Percurso da minha vida

por Anacristina

Escrevi um artigo falando sobretudo das intervenções cirúrgicas. Agora conto-lhes como começou o meu percurso do braille.
Aos cinco anos de idade entro para o instituto de S. Manuel. Não foi difícil a minha habituação. Lembro-me que nas primeiras duas semanas senti a falta da família, mas adaptei-me rapidamente ao novo ambiente do colégio, ao contrário das minhas duas colegas que estariam sempre comigo. As duas Tânias! Como me lembro das travessuras que fazíamos as três! E olho para trás e lembro-me que hoje não tenho aquela folia, aquela vontade de brincar, aquele sorriso que tinha... hoje sou, talvez, muito mais resingona... muito mais! Não sei se é bom, se é mau. Mas às vezes tenho saudades daqueles tempos em que era pequenina e que era inocente, assim como as duas Tânias. Tínhamos as três feitios totalmente diferentes. A Raquel era muito envergonhada, mas muito vaidosa, sempre à espera que eu, ou qualquer companheira de quarto ilogiássemos os seus perfumes, as suas roupas novas, etc. A Tânia Cristina, apesar de ser da nossa idade, não parecia. Muito mais alta! Era a mais alta de nós as três. Não era tão envergonhada como a Raquel. Era mais aberta. Havia por vezes aquelas birras entre nós as três, a Raquel queria sempre que a Tânia Cristina não fosse minha amiga, exactamente porque eu sempre fui uma pessoa que sempre disse aquilo que sentia. E ela, por um lado, não gostava de mim por causa disso. Mas eu e a Tânia Cristina dávamo-nos muito bem. Porque para nós não havia vaidade, não havia nada. Éramos as mais parecidas, até no feitio!

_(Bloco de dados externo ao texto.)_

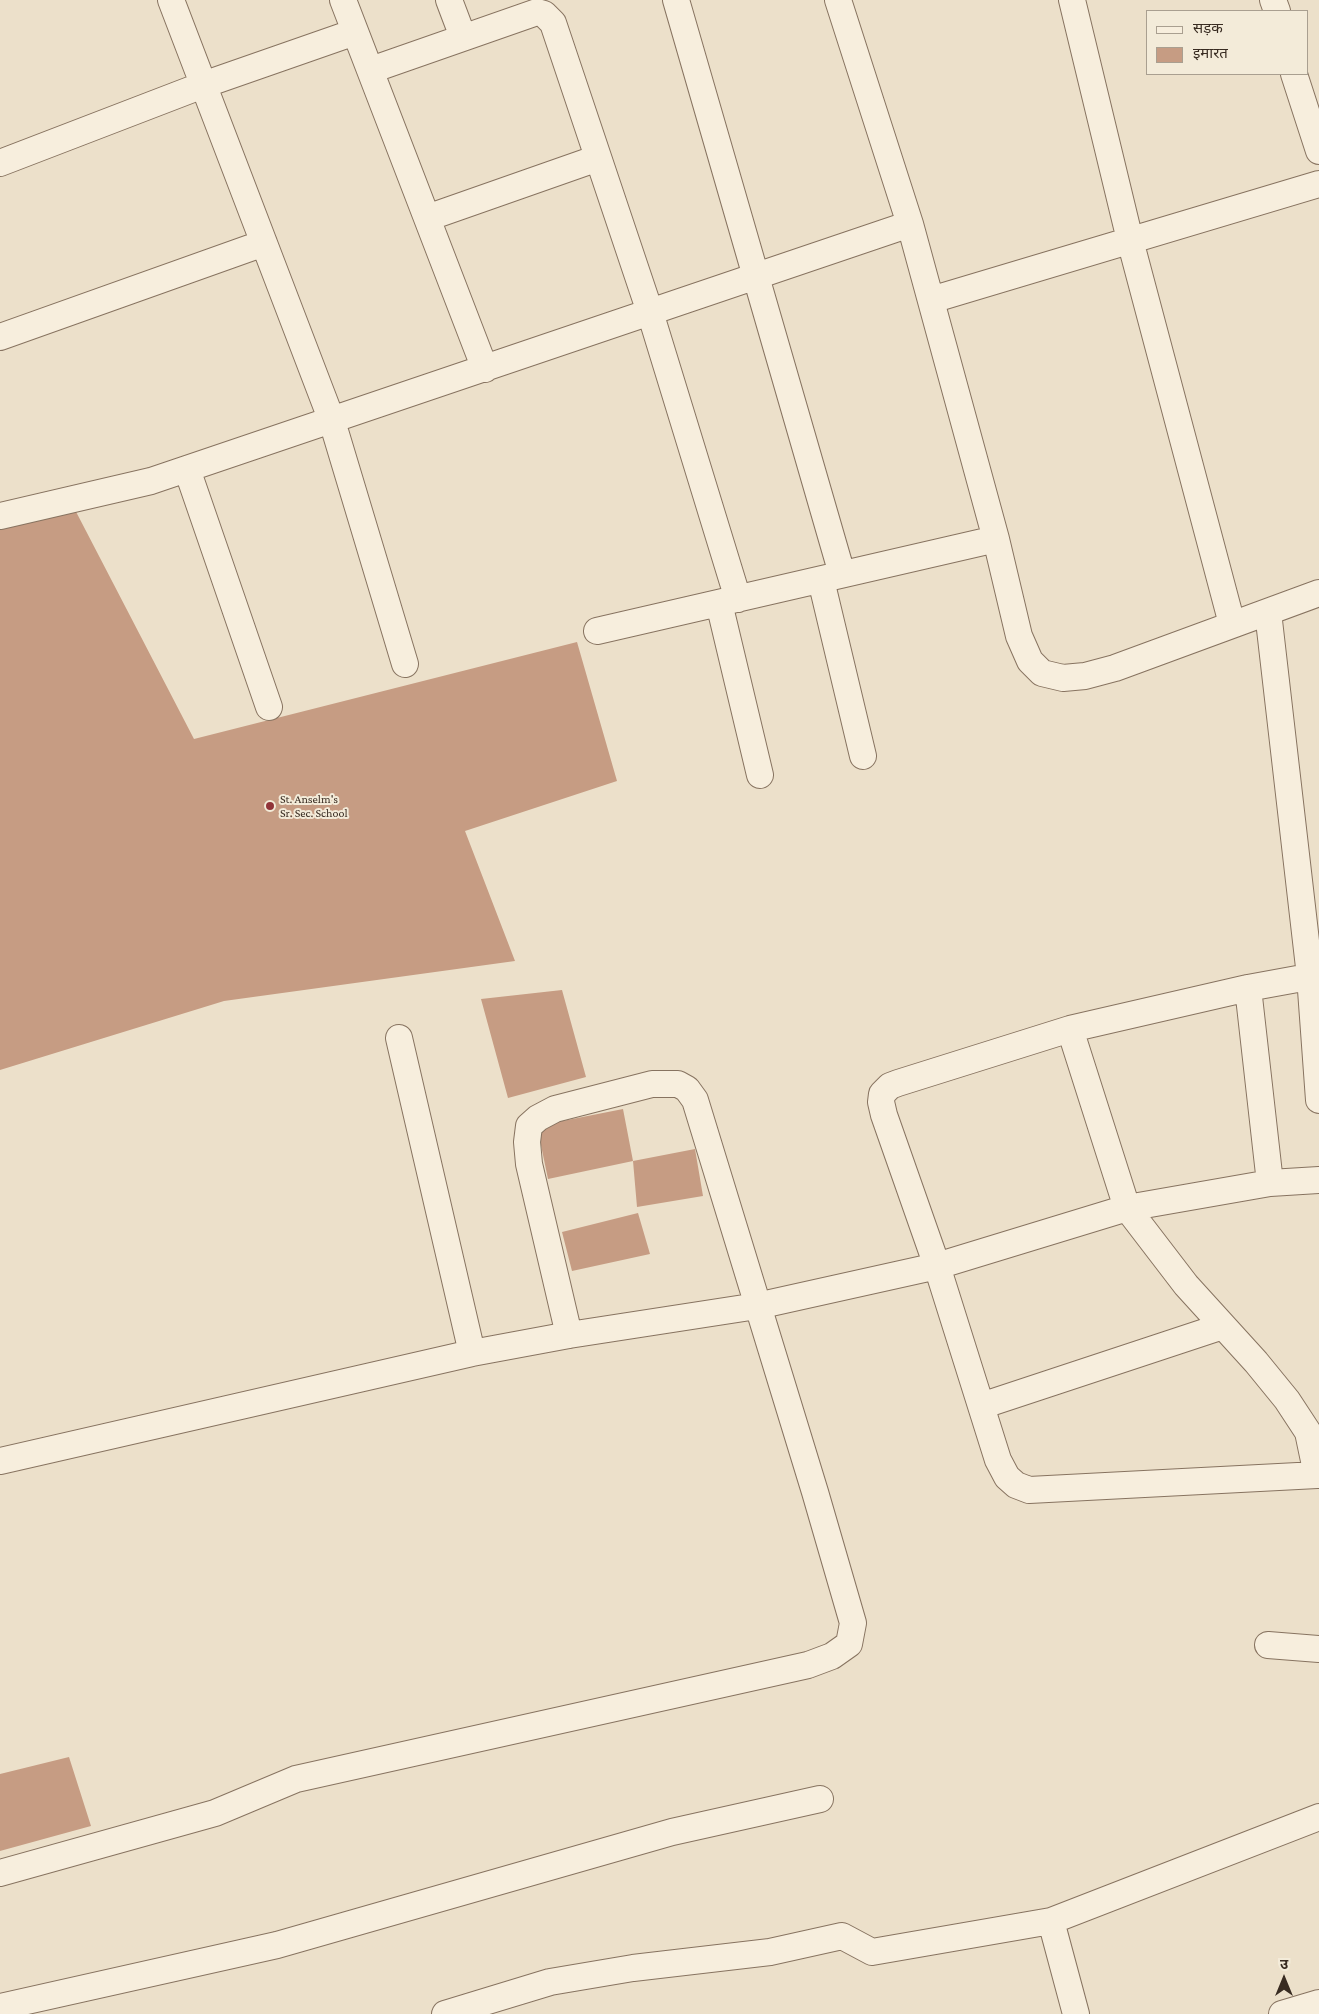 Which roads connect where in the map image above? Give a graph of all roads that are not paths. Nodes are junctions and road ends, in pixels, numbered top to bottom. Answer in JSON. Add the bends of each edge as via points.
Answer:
{"nodes":[{"id":1,"x":171,"y":0,"type":"edge"},
{"id":2,"x":343,"y":0,"type":"edge"},
{"id":3,"x":449,"y":0,"type":"edge"},
{"id":4,"x":676,"y":0,"type":"edge"},
{"id":5,"x":838,"y":0,"type":"edge"},
{"id":6,"x":1072,"y":0,"type":"edge"},
{"id":7,"x":356,"y":32,"type":"junction"},
{"id":8,"x":463,"y":37,"type":"junction"},
{"id":9,"x":371,"y":70,"type":"junction"},
{"id":10,"x":1294,"y":75,"type":"edge"},
{"id":11,"x":203,"y":85,"type":"junction"},
{"id":12,"x":1319,"y":151,"type":"edge"},
{"id":13,"x":598,"y":158,"type":"junction"},
{"id":14,"x":0,"y":163,"type":"edge"},
{"id":15,"x":1319,"y":184,"type":"edge"},
{"id":16,"x":427,"y":218,"type":"junction"},
{"id":17,"x":910,"y":224,"type":"junction"},
{"id":18,"x":1130,"y":240,"type":"junction"},
{"id":19,"x":264,"y":243,"type":"junction"},
{"id":20,"x":757,"y":276,"type":"junction"},
{"id":21,"x":931,"y":300,"type":"junction"},
{"id":22,"x":650,"y":312,"type":"junction"},
{"id":23,"x":0,"y":337,"type":"edge"},
{"id":24,"x":485,"y":369,"type":"junction"},
{"id":25,"x":332,"y":420,"type":"junction"},
{"id":26,"x":187,"y":469,"type":"junction"},
{"id":27,"x":0,"y":516,"type":"edge"},
{"id":28,"x":996,"y":539,"type":"junction"},
{"id":29,"x":831,"y":577,"type":"junction"},
{"id":30,"x":1319,"y":593,"type":"edge"},
{"id":31,"x":728,"y":600,"type":"junction"},
{"id":32,"x":1268,"y":612,"type":"junction"},
{"id":33,"x":1232,"y":624,"type":"junction"},
{"id":34,"x":597,"y":631,"type":"dead end"},
{"id":35,"x":405,"y":664,"type":"dead end"},
{"id":36,"x":269,"y":707,"type":"dead end"},
{"id":37,"x":863,"y":756,"type":"dead end"},
{"id":38,"x":760,"y":775,"type":"dead end"},
{"id":39,"x":1315,"y":976,"type":"edge"},
{"id":40,"x":1248,"y":988,"type":"junction"},
{"id":41,"x":1070,"y":1029,"type":"junction"},
{"id":42,"x":399,"y":1038,"type":"dead end"},
{"id":43,"x":1319,"y":1100,"type":"edge"},
{"id":44,"x":1319,"y":1180,"type":"edge"},
{"id":45,"x":1270,"y":1183,"type":"junction"},
{"id":46,"x":1127,"y":1208,"type":"junction"},
{"id":47,"x":937,"y":1266,"type":"junction"},
{"id":48,"x":757,"y":1306,"type":"junction"},
{"id":49,"x":1223,"y":1326,"type":"junction"},
{"id":50,"x":569,"y":1335,"type":"junction"},
{"id":51,"x":472,"y":1353,"type":"junction"},
{"id":52,"x":981,"y":1406,"type":"junction"},
{"id":53,"x":0,"y":1460,"type":"edge"},
{"id":54,"x":1318,"y":1475,"type":"edge"},
{"id":55,"x":1268,"y":1645,"type":"dead end"},
{"id":56,"x":1319,"y":1649,"type":"edge"},
{"id":57,"x":820,"y":1799,"type":"dead end"},
{"id":58,"x":1319,"y":1817,"type":"edge"},
{"id":59,"x":0,"y":1873,"type":"edge"},
{"id":60,"x":1051,"y":1921,"type":"junction"},
{"id":61,"x":1319,"y":2003,"type":"edge"},
{"id":62,"x":0,"y":2007,"type":"edge"},
{"id":63,"x":445,"y":2014,"type":"edge"},
{"id":64,"x":1076,"y":2014,"type":"edge"},
{"id":65,"x":1282,"y":2014,"type":"edge"}],
"edges":[{"from":1,"to":11,"type":"street"},
{"from":2,"to":7,"type":"street"},
{"from":3,"to":8,"type":"street"},
{"from":4,"to":20,"type":"street"},
{"from":5,"to":17,"type":"street"},
{"from":6,"to":18,"type":"street"},
{"from":7,"to":9,"type":"street"},
{"from":7,"to":11,"type":"street"},
{"from":8,"to":9,"type":"street"},
{"from":8,"to":13,"type":"street","via":[[528,14],[544,14],[553,23]]},
{"from":9,"to":16,"type":"street"},
{"from":10,"to":12,"type":"street"},
{"from":11,"to":14,"type":"street"},
{"from":11,"to":19,"type":"street"},
{"from":13,"to":16,"type":"street"},
{"from":13,"to":22,"type":"street"},
{"from":15,"to":18,"type":"street"},
{"from":16,"to":24,"type":"street"},
{"from":17,"to":20,"type":"street"},
{"from":17,"to":21,"type":"street"},
{"from":18,"to":21,"type":"street"},
{"from":18,"to":33,"type":"street"},
{"from":19,"to":23,"type":"street"},
{"from":19,"to":25,"type":"street"},
{"from":20,"to":22,"type":"street"},
{"from":20,"to":29,"type":"street"},
{"from":21,"to":28,"type":"street"},
{"from":22,"to":24,"type":"street"},
{"from":22,"to":31,"type":"street"},
{"from":24,"to":25,"type":"street"},
{"from":25,"to":26,"type":"street"},
{"from":25,"to":35,"type":"street"},
{"from":26,"to":27,"type":"street","via":[[151,481]]},
{"from":26,"to":36,"type":"street"},
{"from":28,"to":29,"type":"street"},
{"from":28,"to":33,"type":"street","via":[[1019,636],[1030,661],[1042,673],[1063,678],[1085,676]]},
{"from":29,"to":31,"type":"street"},
{"from":29,"to":37,"type":"street"},
{"from":30,"to":32,"type":"street"},
{"from":31,"to":34,"type":"street"},
{"from":31,"to":38,"type":"street"},
{"from":32,"to":33,"type":"street"},
{"from":32,"to":39,"type":"street"},
{"from":39,"to":40,"type":"street"},
{"from":39,"to":43,"type":"street"},
{"from":40,"to":41,"type":"street"},
{"from":40,"to":45,"type":"street"},
{"from":41,"to":46,"type":"street"},
{"from":41,"to":47,"type":"street","via":[[898,1083],[882,1094],[884,1115]]},
{"from":42,"to":51,"type":"street"},
{"from":44,"to":45,"type":"street"},
{"from":45,"to":46,"type":"street"},
{"from":46,"to":47,"type":"street"},
{"from":46,"to":49,"type":"street","via":[[1186,1285]]},
{"from":47,"to":48,"type":"street"},
{"from":47,"to":52,"type":"street"},
{"from":48,"to":50,"type":"street"},
{"from":48,"to":50,"type":"street","via":[[695,1100],[687,1089],[678,1084],[652,1084],[555,1110],[529,1126],[529,1164]]},
{"from":48,"to":59,"type":"street","via":[[851,1615],[853,1623],[849,1644],[832,1656],[808,1665],[296,1779],[215,1814]]},
{"from":49,"to":52,"type":"street"},
{"from":49,"to":54,"type":"street","via":[[1287,1400],[1308,1432]]},
{"from":50,"to":51,"type":"street"},
{"from":51,"to":53,"type":"street"},
{"from":52,"to":54,"type":"street","via":[[1006,1477],[1029,1490]]},
{"from":55,"to":56,"type":"street"},
{"from":57,"to":62,"type":"street","via":[[672,1832],[278,1945]]},
{"from":58,"to":60,"type":"street"},
{"from":60,"to":63,"type":"street","via":[[872,1952],[842,1936],[770,1952],[633,1968],[550,1982]]},
{"from":60,"to":64,"type":"street"},
{"from":61,"to":65,"type":"street"}]}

Mas quando brincávamos, brincávamos as três. Era divertido.
Até que me apresentaram a primeira folha escrita em braille. Eu tinha um grande sonho: aprender a ler. Mas os meus familiares diziam que era impossível pelo facto de ser cega. Mas pegava em revistas e fingia que lia e inventava as minhas próprias histórias. Daí, talvez o gosto pela escrita.
Por intermédio da Dr.a Luísa, entro para o instituto. E quando me apresentam a primeira página em braille... lembro-me do entusiasmo quando me disseram:
- isto é o braille. Vais aprender a ler como os outros.

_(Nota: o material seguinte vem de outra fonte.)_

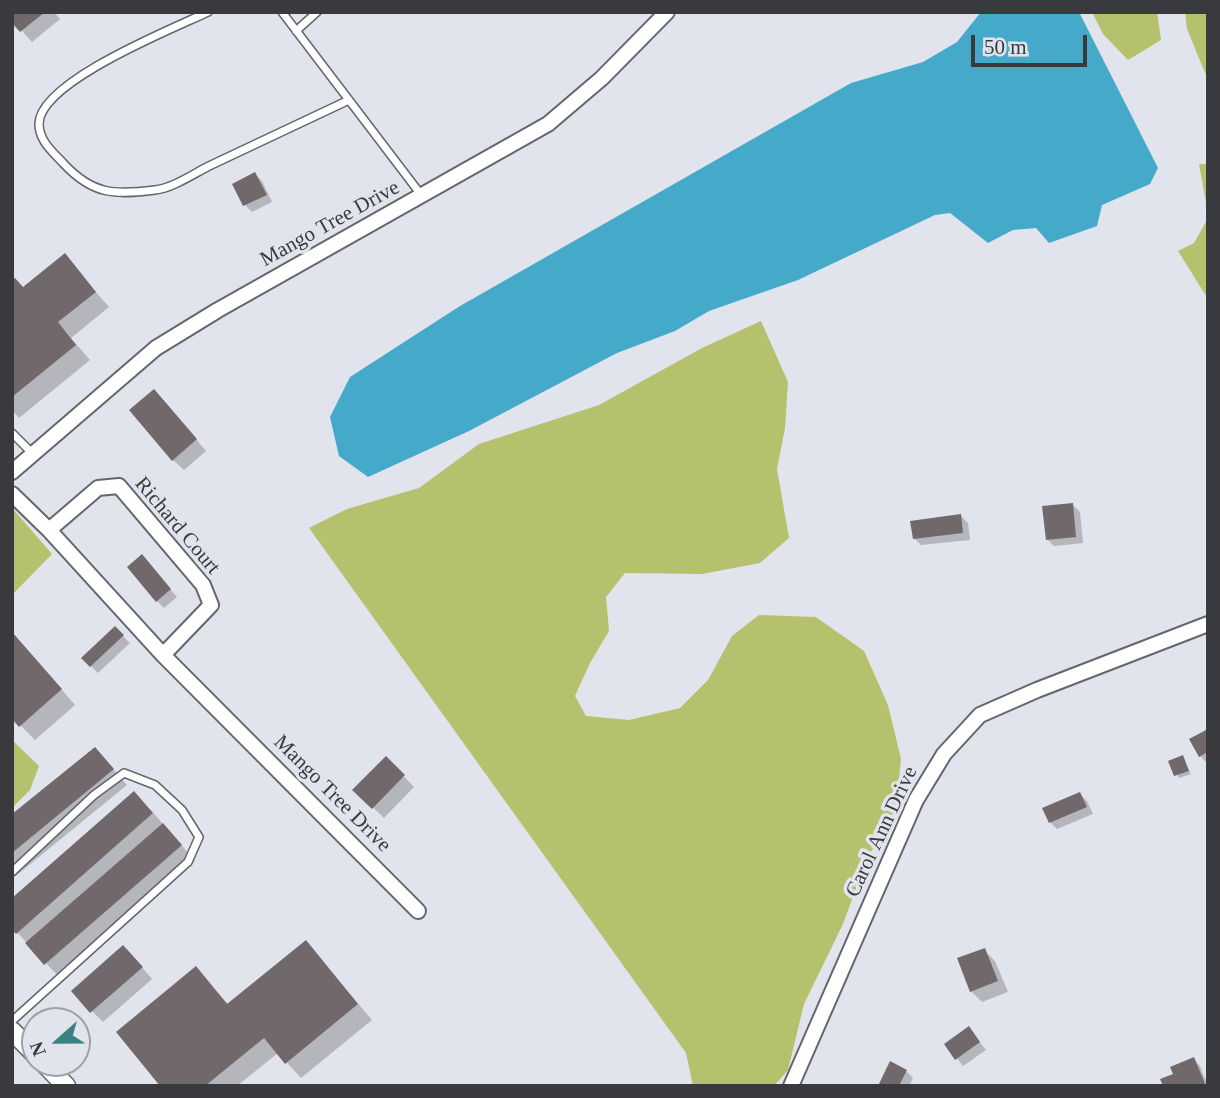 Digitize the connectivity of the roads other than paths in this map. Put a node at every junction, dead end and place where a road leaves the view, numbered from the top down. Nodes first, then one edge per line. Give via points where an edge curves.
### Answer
1 (208, 12) edge
2 (282, 12) edge
3 (317, 12) edge
4 (667, 12) edge
5 (296, 31) junction
6 (349, 100) junction
7 (422, 197) junction
8 (12, 433) edge
9 (33, 454) junction
10 (12, 472) edge
11 (12, 494) edge
12 (49, 530) junction
13 (1208, 624) edge
14 (163, 655) junction
15 (12, 872) edge
16 (418, 911) dead end
17 (12, 1021) edge
18 (791, 1086) edge

1 - 6 lane via 85,72 55,95 42,111 39,125 43,141 70,171 91,187 111,192 159,190
2 - 5 lane
3 - 5 lane
4 - 7 street, Mango Tree Drive via 602,78 548,124
5 - 6 lane
6 - 7 lane
7 - 9 street, Mango Tree Drive via 156,348
8 - 9 lane
9 - 10 street, Mango Tree Drive
11 - 12 street, Mango Tree Drive
12 - 14 street, Mango Tree Drive
12 - 14 street, Richard Court via 97,488 120,486 203,585 211,605
13 - 18 street, Carol Ann Drive via 981,715 944,754 916,800
14 - 16 street, Mango Tree Drive
15 - 17 lane via 94,794 124,773 155,785 182,810 199,836 188,862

Que notícia tão feliz! Mesmo com quase seis anos, lembro-me que senti essa grande alegria... se bem que a primeira vez ainda me perguntei como era possível ler aqueles pontinhos... quando as coisas dos outros eram lisinhas! E apresentaram-me a máquina de braille, depois aquelas folhas horríveis de zinco. Simplesmente detestei aquelas folhas de zinco. Não era tão agradável como ler numa folha de papel.
Depois apresentam-me a régua braille, com divisões de células braille. Tínhamos de encaixar os preguinhos em cada buraquinho de cada célula para fazer a letra pretendida.

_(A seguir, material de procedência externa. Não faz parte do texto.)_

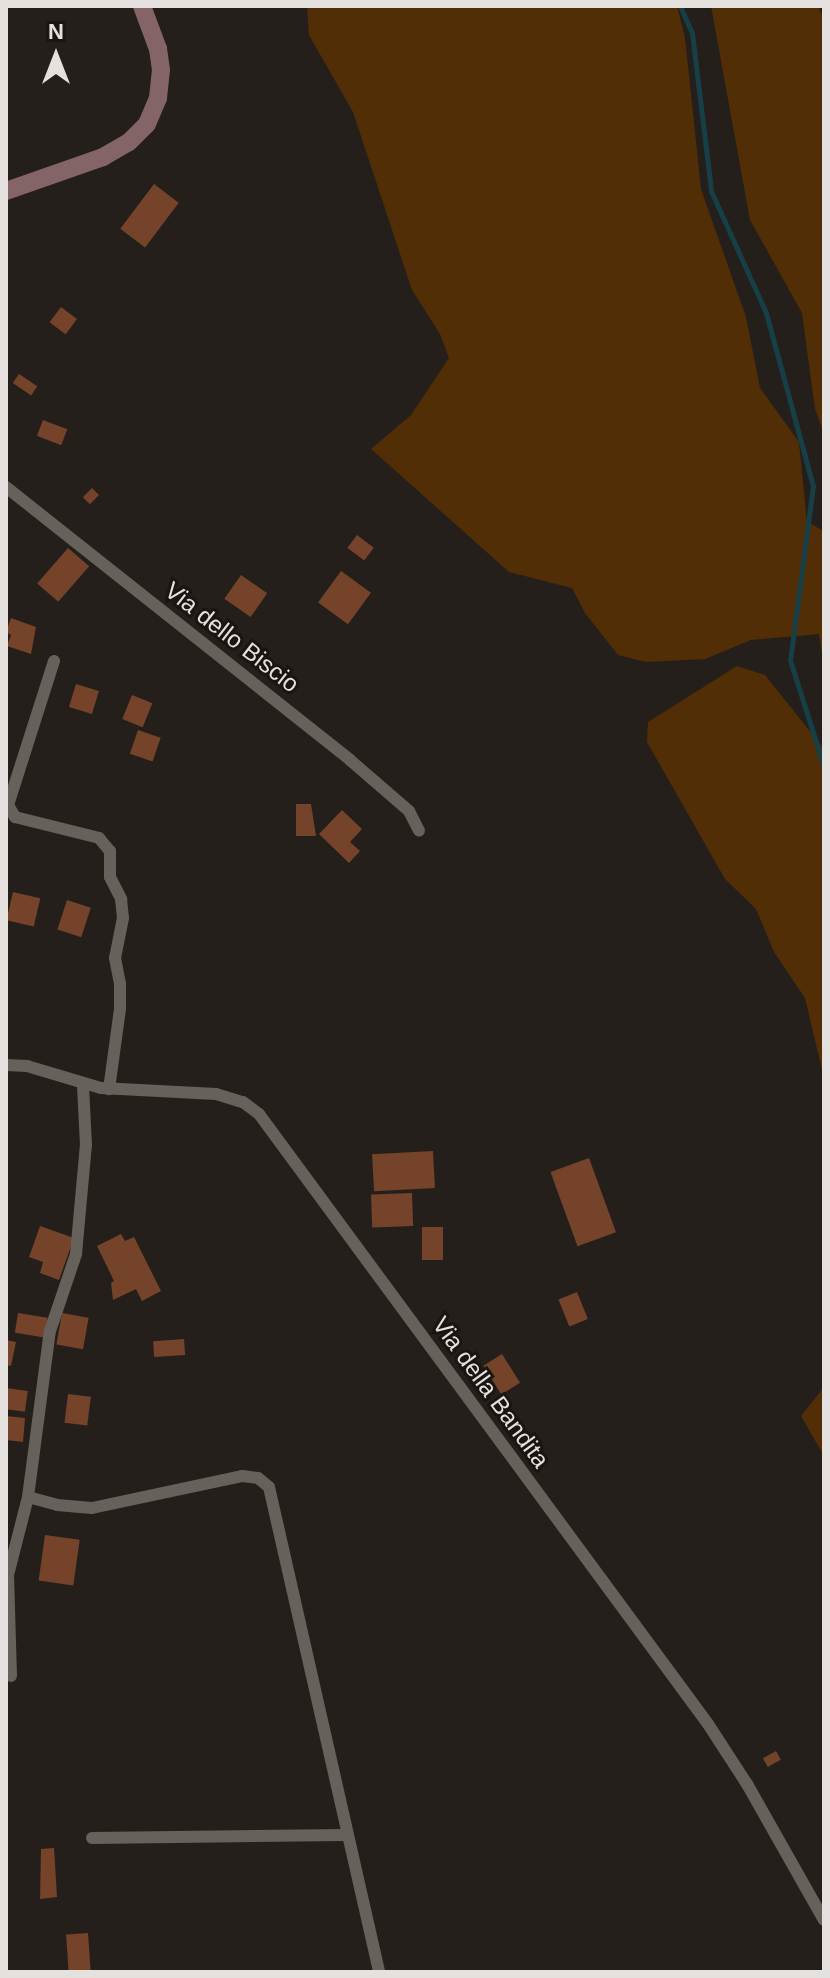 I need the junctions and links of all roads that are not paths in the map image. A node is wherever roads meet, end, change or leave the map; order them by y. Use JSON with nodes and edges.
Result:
{"nodes":[{"id":1,"x":142,"y":6,"type":"edge"},
{"id":2,"x":6,"y":191,"type":"edge"},
{"id":3,"x":6,"y":487,"type":"edge"},
{"id":4,"x":54,"y":661,"type":"dead end"},
{"id":5,"x":419,"y":831,"type":"dead end"},
{"id":6,"x":6,"y":1065,"type":"edge"},
{"id":7,"x":83,"y":1085,"type":"junction"},
{"id":8,"x":109,"y":1089,"type":"junction"},
{"id":9,"x":28,"y":1497,"type":"junction"},
{"id":10,"x":11,"y":1676,"type":"dead end"},
{"id":11,"x":345,"y":1835,"type":"junction"},
{"id":12,"x":92,"y":1838,"type":"dead end"},
{"id":13,"x":824,"y":1920,"type":"edge"},
{"id":14,"x":379,"y":1972,"type":"edge"}],
"edges":[{"from":1,"to":2,"type":"street"},
{"from":3,"to":5,"type":"street","name":"Via dello Biscio"},
{"from":4,"to":8,"type":"street"},
{"from":6,"to":7,"type":"street","name":"Via della Bandita"},
{"from":7,"to":8,"type":"street","name":"Via della Bandita"},
{"from":7,"to":9,"type":"street"},
{"from":8,"to":13,"type":"street","name":"Via della Bandita"},
{"from":9,"to":10,"type":"street"},
{"from":9,"to":11,"type":"street"},
{"from":11,"to":12,"type":"street"},
{"from":11,"to":14,"type":"street"}]}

Depois apresentam-me o cubaritmo. E eu sempre detestei matemática! Resmungava sempre:
- cubaritmo não!
O cubaritmo era um quadrado com vários encaixes onde se encaixavam os cubos com todos os números para se fazerem as contas.
Entre a actividade de aprender o braille tinha-se também educação musical, que também gostava. Actividades manuais, AVD, para alguns houve a dactilografia. eu não sei o que é, porque nunca participei nisso. Mais tarde, surgiu também a Terapia Ocupacional, a natação... e a orientação e mobilidade. Tenho de confessar que nas primeiras aulas fui um zero à esquerda! Não gostava quando me mandavam ir ao encontro do cilindro em linha recta, muito menos a bater palmas à frente e atrás das costas! Não intendia o porquê deste exercício! Depois tinha de fazer equilíbrio na trave, que abanava imenso e não era o meu forte. chegava às escadas, em que tinha um encaixe para um dos pés, quando tentava passar com o outro era tombo certinho! Enfim... quase sempre caía.
Depois tinha de desenhar com legos no chão linhas rectas, perpendiculares, oblíquas... e acreditem, esse era a pior parte da aula! Não intendia nada daquilo e sentia-me quase sempre ralada quando me diziam:
- desenha uma linha recta
- uma perpendicular
- um quadrado...
e por aí adiante. Apesar de tudo, ainda preferia o movimento!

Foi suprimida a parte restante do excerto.